まずいよ。冬華はギリギリ『大きくなったらお兄ちゃんのおよめさんになる〜』とか言いかねないお年頃だ。つか聞いたことあるかもしれん。まずくね?両親を見ると相変わらずニヤニヤしている。え?まだ余裕?嘘?やばいだろ?冬華大爆発するんじゃ……?食事に逃避。
「それって、政略結婚ってこと?」
「は、はい。」
「つまり愛なんていらないわけね?」
「できれば欲し」
「いらないわけね?」
「…………はい。」
予想に反して爆発せず、黒い笑みを浮かべる冬華さん。怖い。冬華さん怖いです。
「じゃあ、形だけ結婚してればそれでいいわけね!」
冬華さん喜色満面。狙いが読めたぞ。クーデリアと結婚すれば他の女は寄り付きようがない。そしてクーデリアとも別に男女の関係にない。つまりお兄ちゃんを独り占め!ってとこか。……俺の自由は?
「え?それって子供を作るのはどうなんでしょうか?できないと私の立場が結構まずいんですが……」
「⁉︎⁉︎⁈」
「……。」
ちょっなんの話を……顔が熱くなってきた。なっ!?冬華の氷点下の視線がこっちにも!?
「ご、ごちそうさまでした!」
弁当を運ぶ名目でキッチンに退避。未だニヤニヤしている両親。くっここまで読んでたっていうのか⁉︎これが年の功の力かっ。
閑話休題。
「それで、昼間は他に何してたの?」
みんながご飯を食べ終え、冬華を宥め、今に至る。
「文字を教えたわ。クーちゃん話せるけど文字は違うものみたい。」
「言葉は例の召喚魔法陣の効果の一部で翻訳されて聞こえるらしい。試してみたら英語もフランス語も秋田弁も通じたぞ。」
父さんは秋田出身だ。
「そもそも何語で話しても日本語として聞こえてるらしい。すごいな魔法。」
勇者が日本人じゃなかったらクーデリアの言葉は通じるのかそれ……。
「ご飯食べたけど、行く用意ってできてるのか?」
「昼間のうちに服は大量に買っといたわよ。」
「後なんだ?歯ブラシとか一応持ってくか?不備があれば社君の家で補ってくれるんじゃないか?」
「……用意意外と楽?」
その後なるべく早くとのことだったのですぐに社家に直行。クーデリアは車を見ても特に驚かなかった。「こっちにも魔導車が」とかつぶやいていたので向こうにもあるんだろう。街並みはテレビでも見てただろうに興味深そうに見ていたのでそこは結構違うのかもしれない。

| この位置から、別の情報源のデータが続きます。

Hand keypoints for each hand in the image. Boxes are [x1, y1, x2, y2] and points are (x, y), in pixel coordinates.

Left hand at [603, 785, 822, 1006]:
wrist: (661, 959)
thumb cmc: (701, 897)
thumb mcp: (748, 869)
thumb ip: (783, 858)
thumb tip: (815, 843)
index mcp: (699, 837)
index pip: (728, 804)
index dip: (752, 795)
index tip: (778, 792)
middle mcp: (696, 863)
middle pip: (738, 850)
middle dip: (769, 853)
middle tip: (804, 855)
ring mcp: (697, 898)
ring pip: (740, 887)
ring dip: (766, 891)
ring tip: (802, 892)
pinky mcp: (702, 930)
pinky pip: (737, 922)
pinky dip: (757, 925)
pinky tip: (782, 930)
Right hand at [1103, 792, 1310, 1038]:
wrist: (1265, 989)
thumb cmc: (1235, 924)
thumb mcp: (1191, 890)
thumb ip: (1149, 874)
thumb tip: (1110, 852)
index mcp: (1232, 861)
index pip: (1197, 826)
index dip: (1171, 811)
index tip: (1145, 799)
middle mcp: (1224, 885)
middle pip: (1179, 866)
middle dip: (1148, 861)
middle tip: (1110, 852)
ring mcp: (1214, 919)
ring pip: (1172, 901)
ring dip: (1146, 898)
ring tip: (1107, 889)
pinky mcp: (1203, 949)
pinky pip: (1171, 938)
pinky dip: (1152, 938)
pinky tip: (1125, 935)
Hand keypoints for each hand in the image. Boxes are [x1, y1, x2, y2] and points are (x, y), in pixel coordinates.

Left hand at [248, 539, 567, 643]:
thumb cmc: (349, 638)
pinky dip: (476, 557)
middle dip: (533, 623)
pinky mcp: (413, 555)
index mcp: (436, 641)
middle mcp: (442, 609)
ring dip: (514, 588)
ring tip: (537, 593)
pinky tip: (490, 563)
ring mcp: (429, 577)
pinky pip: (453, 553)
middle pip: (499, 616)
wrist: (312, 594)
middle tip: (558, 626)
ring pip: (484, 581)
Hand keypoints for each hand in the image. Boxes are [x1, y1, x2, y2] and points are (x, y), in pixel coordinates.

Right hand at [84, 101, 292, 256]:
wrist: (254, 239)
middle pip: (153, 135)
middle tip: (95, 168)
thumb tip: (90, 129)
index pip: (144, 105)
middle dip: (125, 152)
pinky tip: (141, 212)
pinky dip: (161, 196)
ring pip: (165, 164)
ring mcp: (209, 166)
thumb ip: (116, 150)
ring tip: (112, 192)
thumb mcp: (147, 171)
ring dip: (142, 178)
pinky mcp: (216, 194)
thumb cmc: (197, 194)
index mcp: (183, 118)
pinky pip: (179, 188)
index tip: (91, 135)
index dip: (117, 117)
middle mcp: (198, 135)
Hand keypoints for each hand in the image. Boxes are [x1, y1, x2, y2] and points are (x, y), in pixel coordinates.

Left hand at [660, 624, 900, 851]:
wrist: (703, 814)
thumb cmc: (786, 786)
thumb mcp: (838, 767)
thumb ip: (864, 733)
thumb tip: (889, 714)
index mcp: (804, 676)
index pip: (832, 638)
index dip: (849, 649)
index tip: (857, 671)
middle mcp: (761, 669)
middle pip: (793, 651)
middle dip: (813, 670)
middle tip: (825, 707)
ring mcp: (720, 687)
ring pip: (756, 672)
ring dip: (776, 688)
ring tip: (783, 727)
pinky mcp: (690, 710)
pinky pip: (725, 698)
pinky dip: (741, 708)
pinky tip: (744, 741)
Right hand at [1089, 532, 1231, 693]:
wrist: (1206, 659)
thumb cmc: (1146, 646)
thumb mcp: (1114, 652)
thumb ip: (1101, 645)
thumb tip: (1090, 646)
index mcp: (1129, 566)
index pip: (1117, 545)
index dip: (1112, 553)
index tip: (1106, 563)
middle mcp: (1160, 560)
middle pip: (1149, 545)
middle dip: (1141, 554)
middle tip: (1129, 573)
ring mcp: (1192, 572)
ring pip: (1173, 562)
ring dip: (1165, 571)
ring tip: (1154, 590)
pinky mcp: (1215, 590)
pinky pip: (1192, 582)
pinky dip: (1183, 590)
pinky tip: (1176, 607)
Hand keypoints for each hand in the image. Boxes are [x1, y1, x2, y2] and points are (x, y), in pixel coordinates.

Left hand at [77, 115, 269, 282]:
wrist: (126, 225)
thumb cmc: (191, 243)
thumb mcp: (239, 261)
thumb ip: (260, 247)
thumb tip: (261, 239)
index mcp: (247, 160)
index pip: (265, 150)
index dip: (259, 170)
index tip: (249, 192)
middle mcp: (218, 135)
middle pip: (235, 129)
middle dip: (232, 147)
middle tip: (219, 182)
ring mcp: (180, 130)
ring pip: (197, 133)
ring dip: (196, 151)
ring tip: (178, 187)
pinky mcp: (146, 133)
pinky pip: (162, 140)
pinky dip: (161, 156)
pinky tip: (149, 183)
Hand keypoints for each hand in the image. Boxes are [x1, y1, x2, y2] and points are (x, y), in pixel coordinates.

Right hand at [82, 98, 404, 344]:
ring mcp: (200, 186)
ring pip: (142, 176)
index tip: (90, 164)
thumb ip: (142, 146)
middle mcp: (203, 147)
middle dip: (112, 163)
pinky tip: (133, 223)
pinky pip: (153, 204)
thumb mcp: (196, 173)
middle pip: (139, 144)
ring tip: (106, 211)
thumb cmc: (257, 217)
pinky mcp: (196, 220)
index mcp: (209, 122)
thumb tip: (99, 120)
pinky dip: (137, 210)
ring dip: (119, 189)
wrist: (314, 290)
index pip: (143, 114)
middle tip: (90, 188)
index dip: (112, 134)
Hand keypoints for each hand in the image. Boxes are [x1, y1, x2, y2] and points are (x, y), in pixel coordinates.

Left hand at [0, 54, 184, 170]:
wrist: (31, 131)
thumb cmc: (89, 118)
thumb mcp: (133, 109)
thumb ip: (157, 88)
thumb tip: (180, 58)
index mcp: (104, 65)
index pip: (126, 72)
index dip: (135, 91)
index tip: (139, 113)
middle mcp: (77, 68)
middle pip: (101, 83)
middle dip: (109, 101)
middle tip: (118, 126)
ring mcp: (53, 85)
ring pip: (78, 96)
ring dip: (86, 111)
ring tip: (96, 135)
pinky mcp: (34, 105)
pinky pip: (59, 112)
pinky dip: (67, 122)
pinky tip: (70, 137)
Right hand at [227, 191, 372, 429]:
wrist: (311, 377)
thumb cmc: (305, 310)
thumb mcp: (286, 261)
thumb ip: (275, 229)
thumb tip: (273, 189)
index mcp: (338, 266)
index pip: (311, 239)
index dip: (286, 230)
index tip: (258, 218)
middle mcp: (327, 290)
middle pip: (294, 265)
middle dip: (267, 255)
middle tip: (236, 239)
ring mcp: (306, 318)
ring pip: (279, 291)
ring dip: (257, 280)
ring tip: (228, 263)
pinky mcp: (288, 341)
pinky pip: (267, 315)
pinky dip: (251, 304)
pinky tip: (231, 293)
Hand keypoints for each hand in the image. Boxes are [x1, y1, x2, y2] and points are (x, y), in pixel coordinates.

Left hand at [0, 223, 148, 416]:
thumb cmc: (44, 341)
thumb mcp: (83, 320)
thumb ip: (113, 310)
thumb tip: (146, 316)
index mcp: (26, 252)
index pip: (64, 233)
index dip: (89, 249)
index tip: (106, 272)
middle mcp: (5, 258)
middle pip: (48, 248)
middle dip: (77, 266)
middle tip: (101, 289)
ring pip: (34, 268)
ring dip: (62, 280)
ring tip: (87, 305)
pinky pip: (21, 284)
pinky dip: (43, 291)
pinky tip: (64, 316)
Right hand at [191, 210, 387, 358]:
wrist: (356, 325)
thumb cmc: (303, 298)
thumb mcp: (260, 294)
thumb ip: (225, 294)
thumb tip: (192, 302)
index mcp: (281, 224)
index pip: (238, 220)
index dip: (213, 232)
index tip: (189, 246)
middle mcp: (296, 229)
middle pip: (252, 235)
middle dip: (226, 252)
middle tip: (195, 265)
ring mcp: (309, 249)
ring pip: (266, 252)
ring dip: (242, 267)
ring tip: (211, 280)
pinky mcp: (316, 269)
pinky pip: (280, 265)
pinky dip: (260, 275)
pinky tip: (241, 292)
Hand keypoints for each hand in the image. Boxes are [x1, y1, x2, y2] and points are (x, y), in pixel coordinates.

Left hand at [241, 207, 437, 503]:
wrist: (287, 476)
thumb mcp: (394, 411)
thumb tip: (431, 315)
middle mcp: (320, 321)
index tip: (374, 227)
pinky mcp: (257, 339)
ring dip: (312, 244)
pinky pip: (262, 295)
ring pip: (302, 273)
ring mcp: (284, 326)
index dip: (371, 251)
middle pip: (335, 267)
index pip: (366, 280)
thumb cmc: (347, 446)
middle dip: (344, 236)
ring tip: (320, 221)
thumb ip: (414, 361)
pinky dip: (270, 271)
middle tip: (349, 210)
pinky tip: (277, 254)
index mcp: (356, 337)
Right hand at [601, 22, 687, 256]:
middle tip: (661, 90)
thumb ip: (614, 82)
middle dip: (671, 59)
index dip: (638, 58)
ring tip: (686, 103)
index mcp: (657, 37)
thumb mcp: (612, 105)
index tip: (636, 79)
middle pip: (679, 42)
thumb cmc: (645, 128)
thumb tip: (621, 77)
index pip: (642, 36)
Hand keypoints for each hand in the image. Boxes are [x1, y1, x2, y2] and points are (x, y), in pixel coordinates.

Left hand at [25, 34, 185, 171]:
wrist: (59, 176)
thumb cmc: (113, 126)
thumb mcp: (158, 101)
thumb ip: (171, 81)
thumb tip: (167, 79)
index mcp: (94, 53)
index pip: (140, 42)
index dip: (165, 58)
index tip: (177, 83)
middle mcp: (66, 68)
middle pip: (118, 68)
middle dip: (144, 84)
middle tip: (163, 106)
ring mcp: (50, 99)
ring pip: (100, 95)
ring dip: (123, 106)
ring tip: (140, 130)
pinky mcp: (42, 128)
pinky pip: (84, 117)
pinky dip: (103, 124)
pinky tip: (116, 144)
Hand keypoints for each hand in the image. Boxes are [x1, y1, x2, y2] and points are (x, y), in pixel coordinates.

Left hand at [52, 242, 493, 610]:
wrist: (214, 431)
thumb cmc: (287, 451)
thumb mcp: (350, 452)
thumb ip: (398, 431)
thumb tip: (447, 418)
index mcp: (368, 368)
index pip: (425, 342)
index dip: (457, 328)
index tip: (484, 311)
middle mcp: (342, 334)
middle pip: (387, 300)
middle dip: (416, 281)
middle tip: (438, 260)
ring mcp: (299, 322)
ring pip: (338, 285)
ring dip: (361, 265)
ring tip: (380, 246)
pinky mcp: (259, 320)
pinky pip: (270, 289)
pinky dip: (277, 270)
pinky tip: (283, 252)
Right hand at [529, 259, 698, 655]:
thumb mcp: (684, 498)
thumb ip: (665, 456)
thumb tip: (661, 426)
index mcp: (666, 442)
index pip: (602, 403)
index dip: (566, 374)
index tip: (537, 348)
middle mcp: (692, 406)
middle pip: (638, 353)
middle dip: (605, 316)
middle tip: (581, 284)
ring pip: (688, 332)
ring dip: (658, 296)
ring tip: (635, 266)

祐が無邪気な研究者の実験動物を見るような笑みでクーデリアを迎えたために、何かを察したクーデリアは顔面蒼白だった。無茶苦茶不安なんだが……
「何かあったらすぐ知らせるんだぞ。」
そう言って子供携帯を手渡し使い方を説明する。
「余計に不安になるんですけど……私大丈夫でしょうか。」
「全く、ハルは大袈裟なんだから。」
晴哉は玄関に消えていくクーデリアを最後まで心配そうに見ていた。
社家、結構豪邸。宮家、中の上。
やっぱりクーデリア元に戻しました。頑張って修正します。もう見逃さない。